Татьяна резко повернулась и пошла к двери.
– Ваше дело! – на ходу бросила она. – Только за такую цену…
– К твоему сведению, у меня уже есть покупатель. Даже два. Приезжие из Тюмени. Денег – вагон и маленькая тележка. Согласны на мои условия.
– Им можно только посочувствовать…
Татьяна подошла к входной двери, начала вертеть во все стороны собачку замка. Тот, как обычно, ни в какую не желал открываться с первого раза.

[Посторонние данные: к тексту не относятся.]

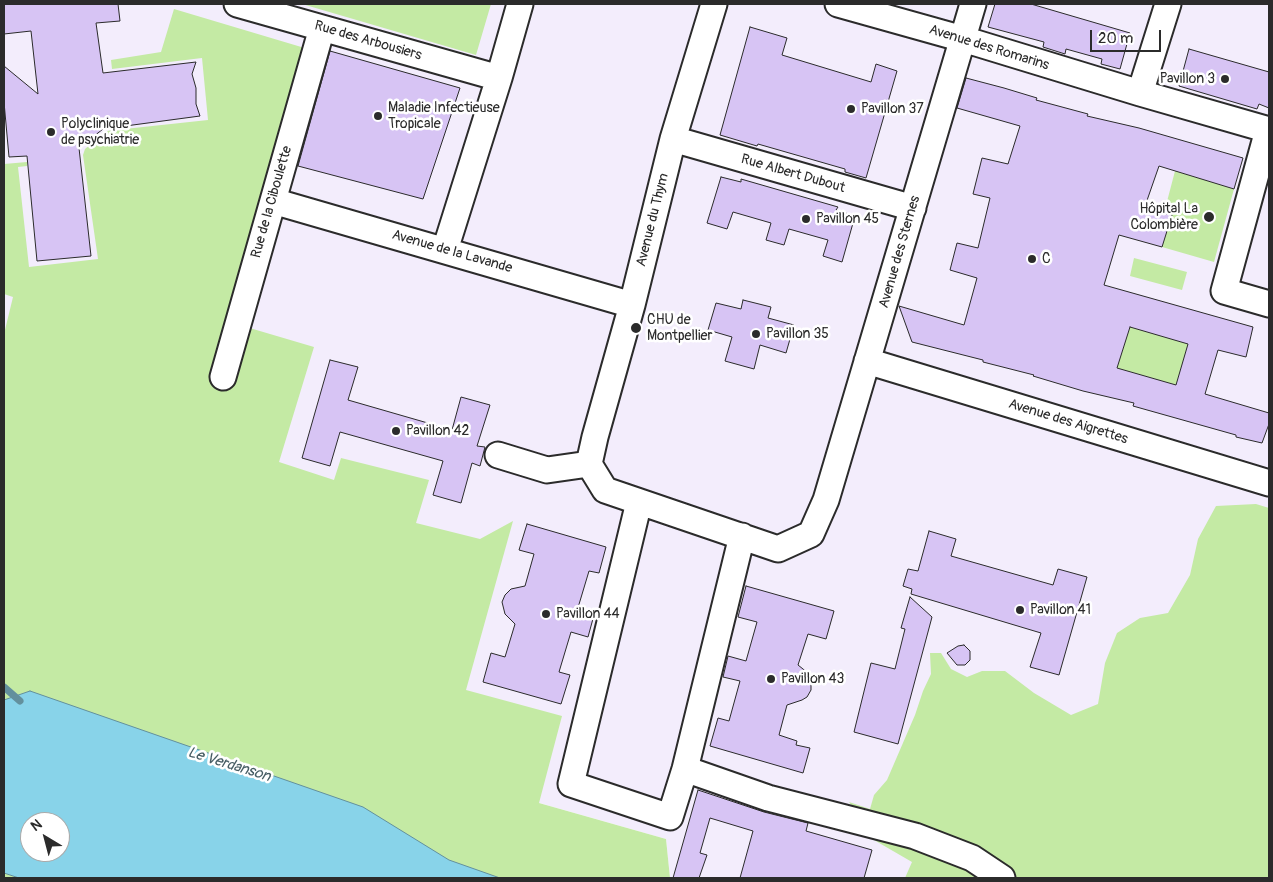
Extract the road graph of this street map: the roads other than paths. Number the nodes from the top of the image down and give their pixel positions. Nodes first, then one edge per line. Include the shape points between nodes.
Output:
1 (237, 4) edge
2 (520, 4) edge
3 (714, 4) edge
4 (838, 4) edge
5 (973, 4) edge
6 (1168, 4) edge
7 (322, 28) junction
8 (962, 39) junction
9 (499, 78) junction
10 (1140, 94) junction
11 (1269, 130) edge
12 (673, 139) junction
13 (273, 200) junction
14 (913, 208) junction
15 (446, 250) junction
16 (1269, 304) edge
17 (632, 305) junction
18 (868, 361) junction
19 (224, 377) dead end
20 (498, 455) dead end
21 (589, 464) junction
22 (1269, 483) edge
23 (639, 502) junction
24 (742, 536) junction
25 (685, 769) junction
26 (1002, 878) edge

1 - 7 lane, Rue des Arbousiers
2 - 9 lane
3 - 12 lane, Avenue du Thym
4 - 8 lane, Avenue des Romarins
5 - 8 lane, Avenue des Sternes
6 - 10 lane
7 - 9 lane, Rue des Arbousiers
7 - 13 lane, Rue de la Ciboulette
8 - 10 lane, Avenue des Romarins
8 - 14 lane, Avenue des Sternes
9 - 15 lane
10 - 11 lane, Avenue des Romarins
11 - 16 lane via 1224,291
12 - 14 lane, Rue Albert Dubout
12 - 17 lane, Avenue du Thym
13 - 15 lane, Avenue de la Lavande
13 - 19 lane, Rue de la Ciboulette
14 - 18 lane, Avenue des Sternes
15 - 17 lane, Avenue de la Lavande
17 - 21 lane, Avenue du Thym
18 - 22 lane, Avenue des Aigrettes
18 - 24 lane, Avenue des Sternes via 826,500 811,534 778,549
20 - 21 lane via 547,470
21 - 23 lane, Avenue des Sternes via 605,490
23 - 24 lane, Avenue des Sternes
23 - 25 lane via 571,784 670,817
24 - 25 lane
25 - 26 lane via 768,798 915,836 972,858

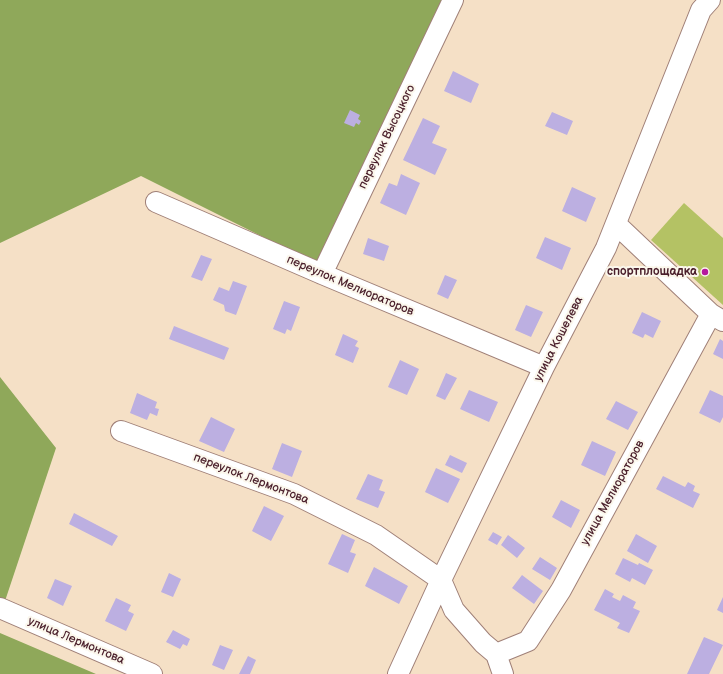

– Оставь адресок, красотка! – смеясь, крикнул ей в спину Леонид. – Продам квартиру, так и быть, подкину тебе на бедность!
Татьяна мгновенно вернулась в «кабинет», остановилась посреди него. Глаза ее сверкали, того гляди, посыпятся молнии. И испепелят все вокруг. Челкаш миролюбиво виляя хвостом, встал перед Татьяной. Но она даже не взглянула на него. Она была во гневе.
– Нет, вы что… с ума сошли!? По какому праву вы меня оскорбляете!?
– Спокойно, спокойно! Не надо корчить из себя невинную девочку! Ах! Ах! Ах! Спекуляция, она и есть – спекуляция!
– Я честно работаю!!! – в ярости выкрикнула Татьяна Котова. И опять топнула ногой.
– Брокеры, шмокеры, дилеры…. Какими новомодными ярлыками не прикрывайтесь, суть все равно – та же!
– Договаривайте! Что ж замолчали!
– До свидания… красотка! – улыбнулся Чуприн.
– Нет, вы договариваете!
– До свидания! До свидания! – весело настаивал Леонид.
– Нет уж, вы давайте договаривайте! Что вы хотите сказать… всеми этими… вашими гнусными намеками?
– Все вы – ворье!!! – не выдержав, брякнул Чуприн.
– Что-о-о!?
– То самое! И ты не глухая! Отлично слышала, что я сказал. А я всю жизнь говорил, что думал! И не намерен…
– Немедленно возьмите свои слова обратно!
– Кто ты такая? – возмутился Леонид. – Нет, кто ты такая? Кому скажи, не поверят! Скажи спасибо, что вообще… на порог тебя пустил!
– Последний раз! – угрожающе зарычала Татьяна. – Возьмите свои слова обратно!!!
– Ты что, окончательно спятила, красотка-а!? – с не меньшей угрозой в голосе, зарычал Чуприн. – Я… у себя… дома-а!!! Ясно тебе-е!?
Татьяна, трясясь от возбуждения, возмущения и еще чего-то там, оглянулась по сторонам, подошла к окну и настежь распахнула его. Подошла к столу, схватила пишущую машинку и, высоко подняв ее над головой, подбежала к раскрытому окну.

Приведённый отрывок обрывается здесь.